La juridiction administrative de Paris considère en effet que l’interdiction de participation des opérateurs économiques « hors UE » posée par l’article R2342-7 du code de la commande publique pour certains marchés publics de la défense ne s’appliquerait pas aux sous-traitants ou sous-contractants5. Pour le dire autrement, cette interdiction ne s’appliquerait qu’au seul soumissionnaire ou titulaire et non au sous-traitant présenté lors de la mise en concurrence ou en cours d’exécution du contrat.
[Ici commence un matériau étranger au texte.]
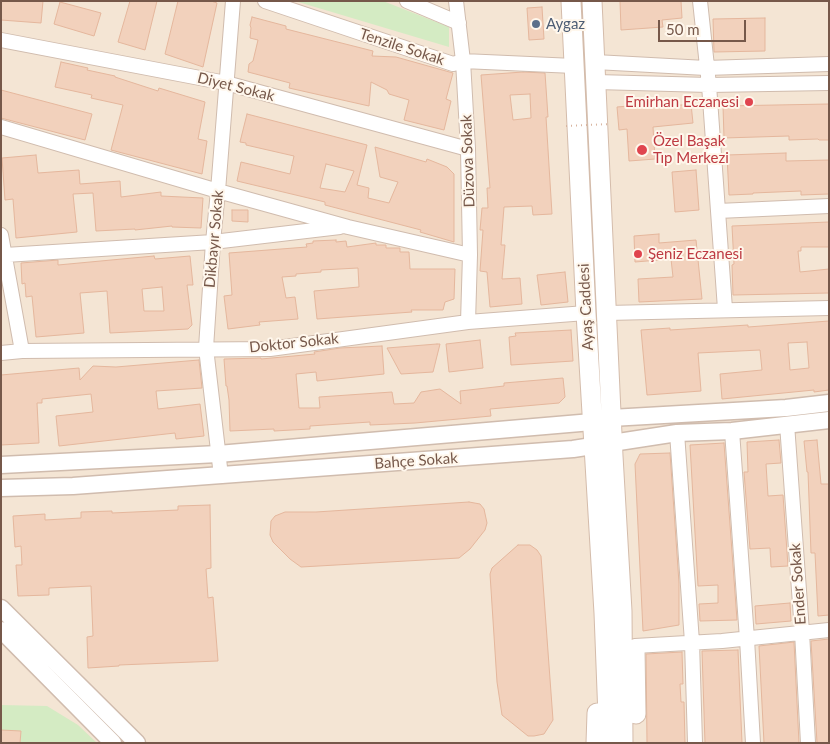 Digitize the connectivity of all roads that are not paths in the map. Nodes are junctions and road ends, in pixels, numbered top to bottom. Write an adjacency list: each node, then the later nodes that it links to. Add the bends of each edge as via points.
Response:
1 (233, 1): 16 (street, Dikbayır Sokak)
2 (265, 1): 10 (street, Tenzile Sokak, via 453,64)
3 (407, 1): 8 (street)
4 (456, 1): 8 (street, Düzova Sokak)
5 (571, 1): 13 (main road, Ayaş Caddesi)
6 (592, 1): 11 (main road, Ayaş Caddesi)
7 (700, 1): 14 (street)
8 (459, 23): 10 (street, Düzova Sokak)
9 (1, 40): 16 (street, Diyet Sokak)
10 (463, 61): 13 (street, Tenzile Sokak); 20 (street, Düzova Sokak)
11 (595, 62): 14 (street); 15 (main road, Ayaş Caddesi)
12 (829, 64): 14 (street)
13 (574, 66): 30 (main road, Ayaş Caddesi)
14 (706, 68): 18 (street)
15 (596, 82): 18 (street); 31 (main road, Ayaş Caddesi)
16 (226, 83): 20 (street, Diyet Sokak); 21 (street, Dikbayır Sokak)
17 (829, 83): 18 (street)
18 (708, 85): 23 (street)
19 (1, 126): 21 (street)
20 (468, 149): 27 (street, Düzova Sokak)
21 (218, 191): 24 (street); 25 (street, Dikbayır Sokak)
22 (829, 206): 23 (street)
23 (718, 211): 29 (street)
24 (348, 227): 25 (street); 27 (street)
25 (213, 242): 26 (street); 33 (street, Dikbayır Sokak)
26 (3, 245): 34 (street)
27 (470, 255): 32 (street, Düzova Sokak)
28 (829, 308): 29 (street)
29 (725, 309): 31 (street)
30 (586, 313): 32 (street, Doktor Sokak); 39 (main road, Ayaş Caddesi)
31 (607, 313): 37 (main road, Ayaş Caddesi)
32 (468, 322): 33 (street, Doktor Sokak, via 270,349)
33 (206, 348): 34 (street, Doktor Sokak); 44 (street, Dikbayır Sokak)
34 (22, 351): 35 (street, Doktor Sokak)
35 (1, 353)
36 (829, 403): 37 (street, Bahçe Sokak)
37 (611, 418): 39 (street, Bahçe Sokak); 43 (main road, Ayaş Caddesi)
38 (829, 420): 40 (street, Bahçe Sokak)
39 (592, 422): 43 (main road, Ayaş Caddesi); 44 (street, Bahçe Sokak)
40 (787, 424): 41 (street, Bahçe Sokak); 52 (street, Ender Sokak)
41 (732, 431): 42 (street, Bahçe Sokak); 53 (street)
42 (677, 433): 43 (street, Bahçe Sokak); 54 (street)
43 (603, 445): 46 (street, Bahçe Sokak); 49 (main road, Ayaş Caddesi)
44 (218, 454): 45 (street, Bahçe Sokak); 46 (street, Dikbayır Sokak)
45 (1, 465)
46 (221, 476): 47 (street, Bahçe Sokak)
47 (1, 488)
48 (1, 608): 57 (street)
49 (613, 612): 55 (main road, via 632,625); 58 (main road, via 598,634); 59 (main road); 60 (main road)
50 (1, 630): 56 (street)
51 (829, 630): 52 (street)
52 (802, 632): 53 (street); 64 (street, Ender Sokak)
53 (747, 639): 54 (street); 63 (street)
54 (692, 642): 55 (street); 62 (street)
55 (635, 646): 61 (main road)
56 (113, 743)
57 (137, 743)
58 (596, 743)
59 (610, 743)
60 (623, 743)
61 (636, 743)
62 (695, 743)
63 (753, 743)
64 (808, 743) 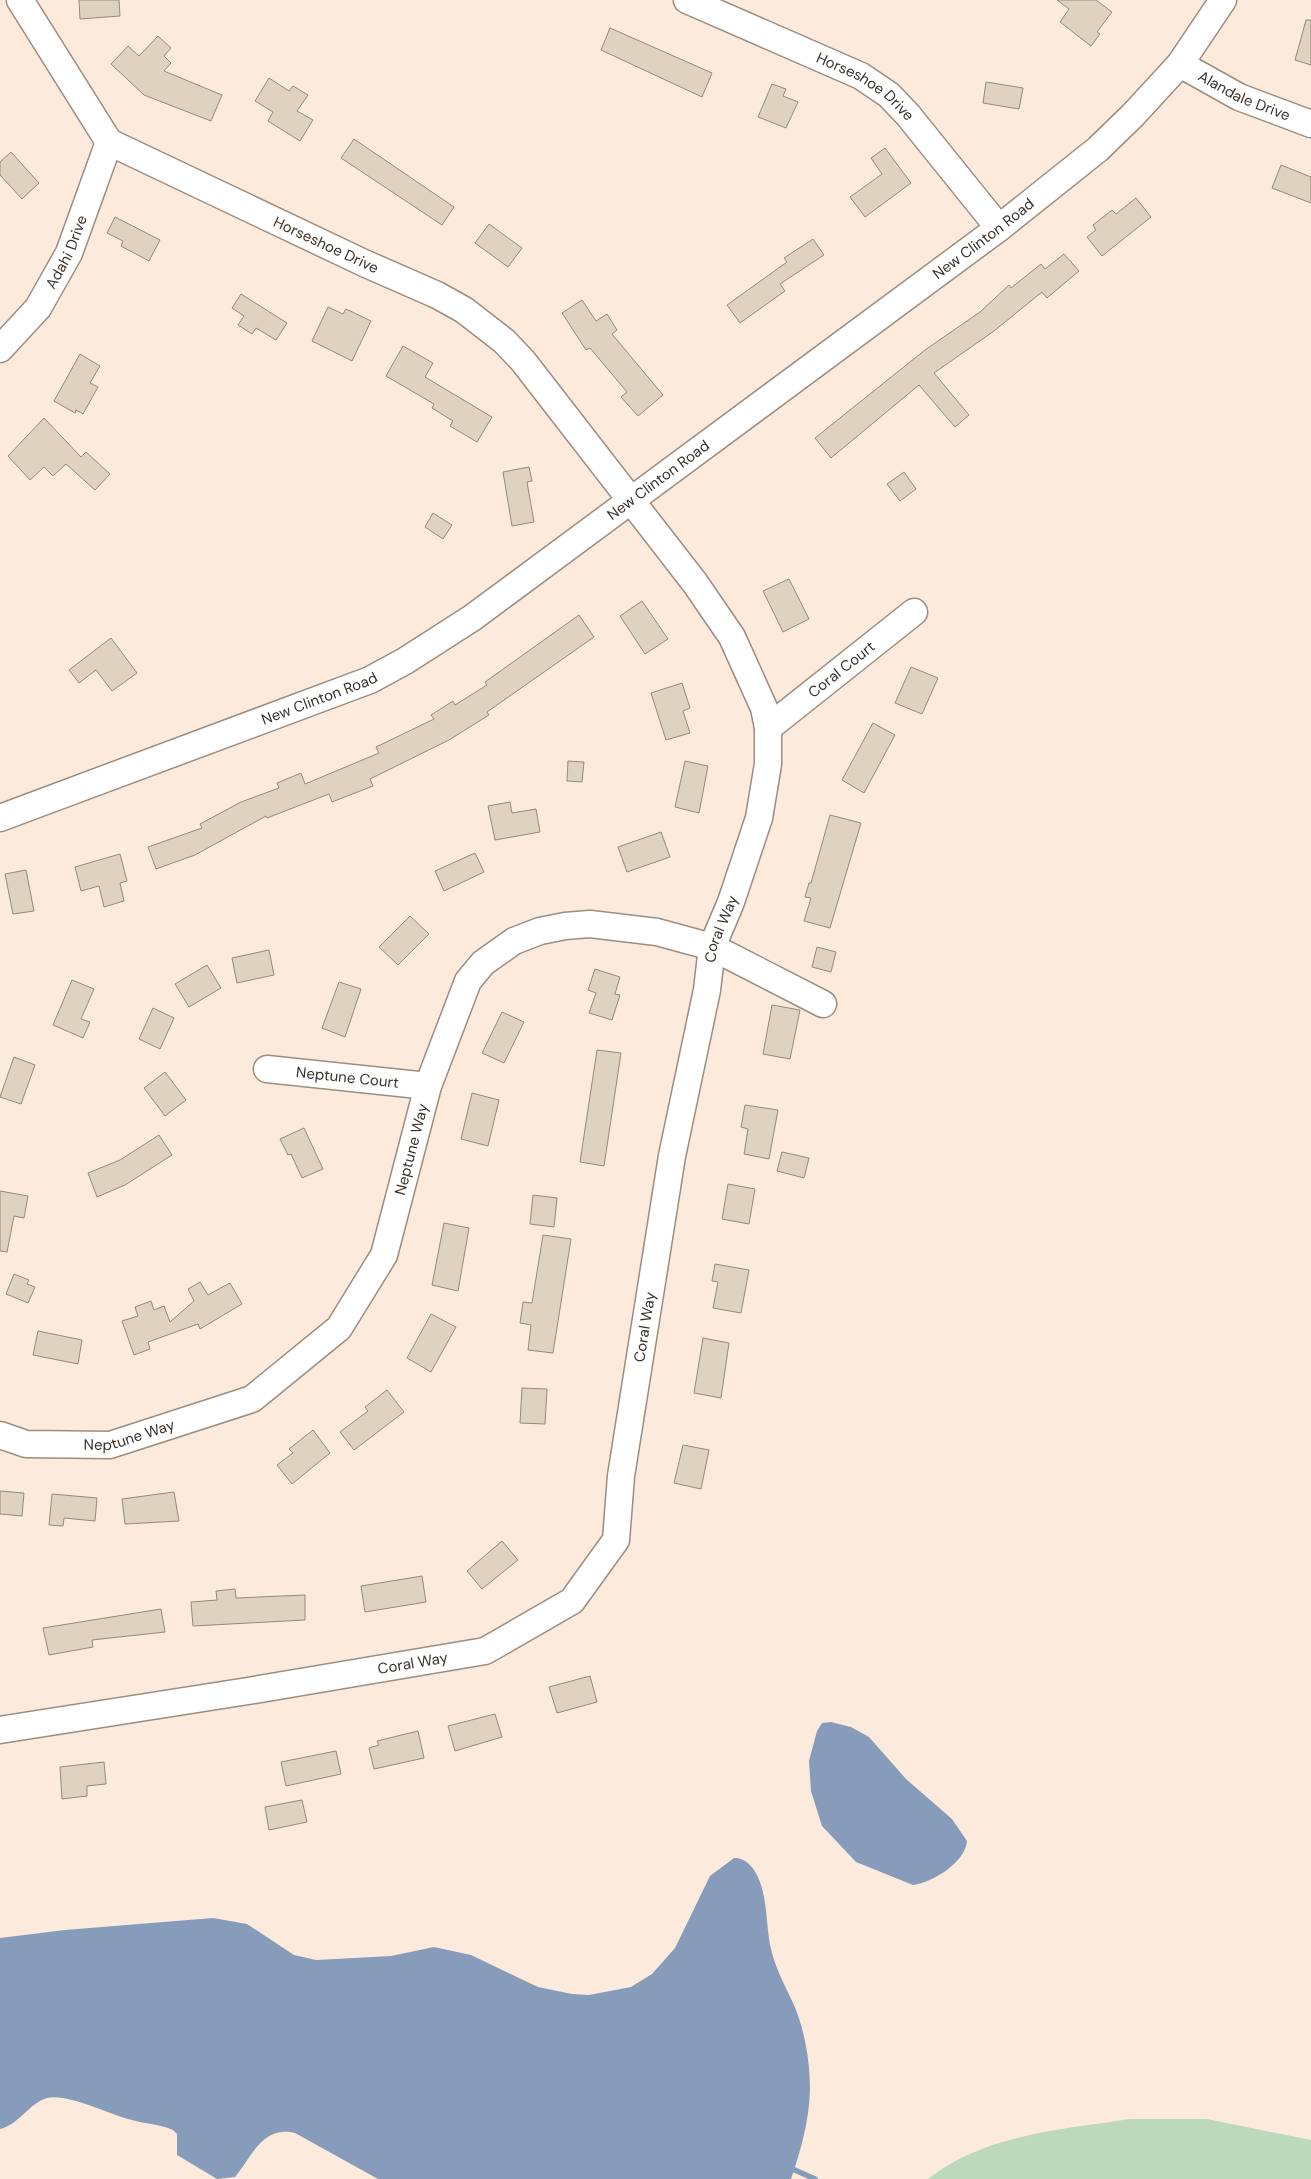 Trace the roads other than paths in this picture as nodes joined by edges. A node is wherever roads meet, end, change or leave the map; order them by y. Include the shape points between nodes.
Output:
1 (20, 0) edge
2 (687, 0) edge
3 (1223, 0) edge
4 (1180, 64) junction
5 (1311, 124) edge
6 (108, 142) junction
7 (999, 228) junction
8 (0, 349) edge
9 (631, 500) junction
10 (914, 612) dead end
11 (768, 728) junction
12 (0, 818) edge
13 (712, 947) junction
14 (824, 1004) dead end
15 (267, 1069) dead end
16 (428, 1086) junction
17 (0, 1435) edge
18 (0, 1730) edge

1 - 6 street
2 - 7 street, Horseshoe Drive via 861,76 889,95
3 - 4 street, New Clinton Road
4 - 5 street, Alandale Drive via 1239,97
4 - 7 street, New Clinton Road via 1098,149
6 - 8 street, Adahi Drive via 69,253 38,308
6 - 9 street, Horseshoe Drive via 464,310 504,341 523,361
7 - 9 street, New Clinton Road
9 - 11 street, Coral Way via 732,637 764,708
9 - 12 street, New Clinton Road via 472,618 370,680
10 - 11 street, Coral Court
11 - 13 street, Coral Way via 768,764 760,818
13 - 14 street, Neptune Way
13 - 16 street, Neptune Way via 657,932 590,924 540,931 514,941 483,963 468,981
13 - 18 street, Coral Way via 707,990 672,1156 621,1476 616,1540 572,1601 485,1651
15 - 16 street, Neptune Court
16 - 17 street, Neptune Way via 384,1255 339,1328 260,1393 252,1399 110,1444 26,1444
De quoi finalement réduire à néant tout le dispositif espéré quand on sait que la juridiction administrative n’a jamais posé de limites claires sur l’étendue de la sous-traitance autorisée…
Cette jurisprudence, si elle devait être confirmée, réduirait donc comme peau de chagrin le « made in UE » dans le domaine crucial des marchés publics de la défense et serait en décalage total avec les objectifs annoncés au plus haut niveau politique. Dit autrement, la juridiction administrative opérerait un dynamitage en règle du principe de la préférence européenne pour les marchés publics de la défense. Ou, pour reprendre une expression de notre Chef de l’Etat, cette jurisprudence, si elle devait être consacrée, constituerait une « menace existentielle » du principe de préférence européenne.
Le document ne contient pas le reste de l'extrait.